Bitcoin’s been putting on a solid show lately — up about 21% since November 2025, moving from roughly $80,500 to around $97,900 (and holding near $95,000–$96,000 as of today, with some light dips). It’s easy to get excited when you see that green on the chart. But digging into the latest from CryptoQuant, the picture isn’t quite as straightforward as a clean breakout.

The analysts are highlighting how this move feels a lot like what happened in the 2022 bear market. Back then, BTC crossed its 365-day moving average from below, dropped another 27%, rallied hard by 47%… and then got rejected right at that same 365-day MA level. Sound familiar? Right now, that long-term average is sitting around $101,000, acting as a pretty stiff ceiling. Price has approached it but hasn’t broken through convincingly yet.

CryptoQuant’s take: we’re likely looking at a classic bear market rally here. Not the start of a full reversal, but a temporary bounce within a broader downtrend. On-chain signals and technicals are still leaning cautious — demand hasn’t flipped positive in a big way, and fundamentals aren’t screaming “bull run” just yet.

One thing standing out is the exchange inflows. The 7-day average just hit around 39,000 BTC, the highest since late November. When coins flow back onto exchanges like this, it often means more selling pressure building up — people (especially retail) positioning to take profits or cut losses. Not a death knell, but definitely something to watch closely in the short term.

Glassnode’s been echoing a similar vibe lately: bullish pressure is easing off, and Bitcoin’s next real move probably depends on sustained inflows into spot ETFs and stronger spot market buying. If those don’t pick up meaningfully, the rally could lose steam pretty quick.

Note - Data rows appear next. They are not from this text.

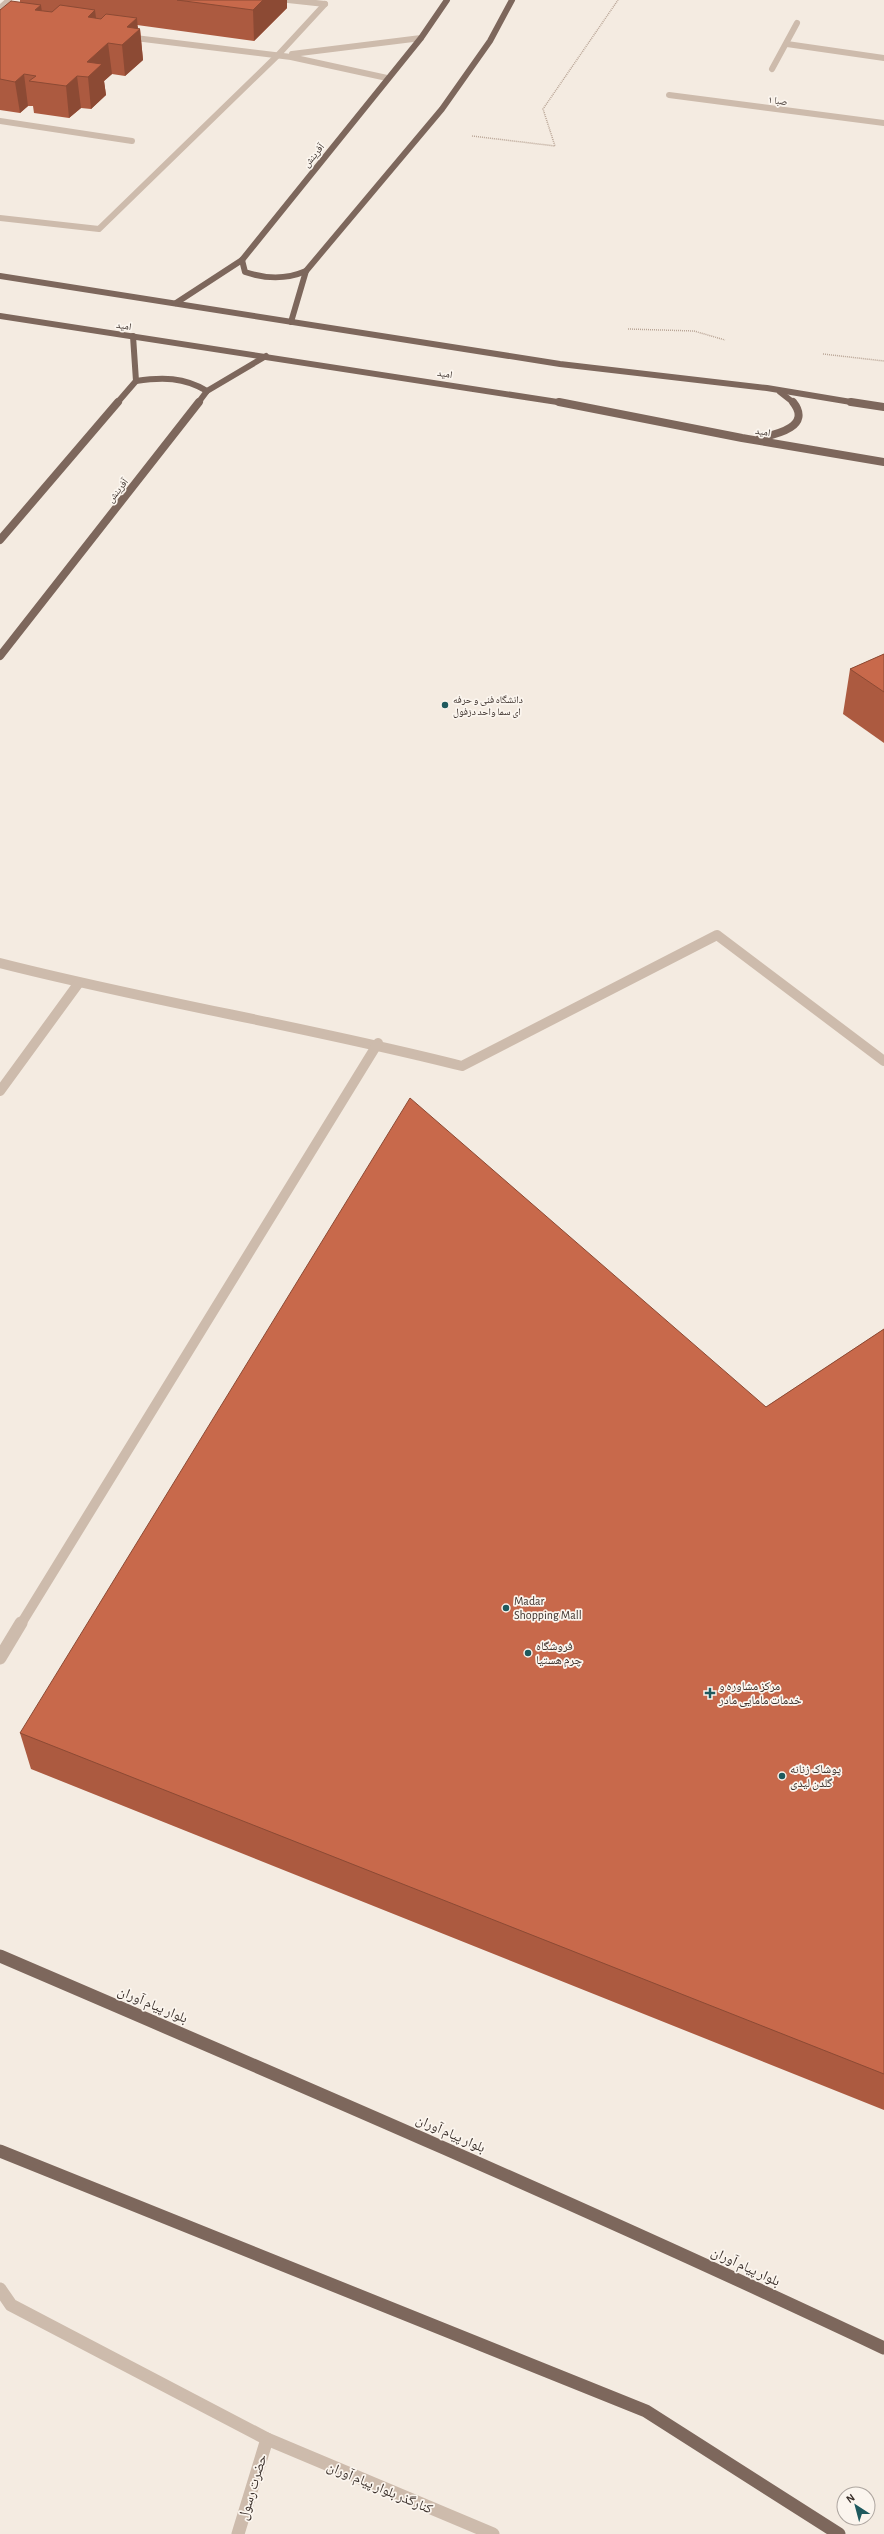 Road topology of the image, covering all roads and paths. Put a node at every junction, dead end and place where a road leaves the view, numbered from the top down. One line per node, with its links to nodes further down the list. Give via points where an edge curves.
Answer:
1 (9, 0): 6 (street)
2 (288, 0): 11 (street, via 325,4)
3 (447, 0): 9 (main road, آفرینش)
4 (512, 0): 18 (main road, via 490,41)
5 (618, 0): 18 (path, via 543,109 556,146)
6 (0, 8)
7 (798, 23): 10 (street)
8 (119, 36): 11 (street)
9 (421, 38): 11 (street); 14 (main road, آفرینش)
10 (787, 44): 12 (street); 13 (street)
11 (278, 56): 14 (street, via 351,67); 20 (street, via 99,229)
12 (884, 58)
13 (772, 69)
14 (387, 78): 21 (main road, آفرینش)
15 (669, 95): 17 (street, صبا ۱)
16 (0, 121): 19 (street)
17 (884, 123)
18 (425, 130): 22 (main road)
19 (132, 141)
20 (0, 218)
21 (242, 260): 22 (main road, via 245,272 262,278 295,276); 24 (main road, آفرینش)
22 (306, 271): 26 (main road)
23 (0, 276): 24 (main road)
24 (176, 303): 26 (main road)
25 (0, 316): 28 (main road, امید)
26 (291, 322): 34 (main road, via 560,364)
27 (625, 329): 29 (path, via 694,331)
28 (133, 336): 31 (main road, امید); 33 (main road)
29 (725, 340)
30 (816, 353): 32 (path)
31 (266, 356): 35 (main road, آفرینش); 37 (main road, امید, via 541,398)
32 (884, 361)
33 (136, 380): 35 (main road, via 169,378 198,385); 39 (main road)
34 (767, 388): 36 (main road); 37 (main road, via 786,396 799,407 797,424 775,436)
35 (207, 392): 40 (main road, آفرینش)
36 (884, 407)
37 (742, 438): 38 (main road, امید)
38 (884, 462)
39 (0, 540)
40 (0, 656)
41 (0, 963): 42 (street)
42 (78, 984): 43 (street); 45 (street)
43 (378, 1044): 44 (street, via 462,1066 717,935); 46 (street)
44 (884, 1061)
45 (0, 1091)
46 (0, 1658)
47 (0, 1956): 50 (main road, بلوار پیام آوران, via 371,2115 700,2261)
48 (0, 2151): 54 (main road, via 646,2411)
49 (0, 2289): 51 (street, کنارگذر بلوار پیام آوران, via 11,2305)
50 (884, 2348)
51 (267, 2439): 52 (street, حضرت رسول); 53 (street, کنارگذر بلوار پیام آوران)
52 (238, 2534)
53 (493, 2534)
54 (839, 2534)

Look, crypto’s full of twists — maybe some big macro news, fresh ETF flows, or just pure momentum flips the script and we punch through $101k with conviction. That would change the narrative fast. But based on the data right now, it’s smart to stay measured. This could be a healthy breather in a longer consolidation phase rather than the moonshot everyone wants.

Keep an eye on those exchange flows, ETF numbers, and how price handles the $100k–$101k zone. If it clears with volume, great — momentum might build. If it gets turned away again, echoes of 2022 could get louder.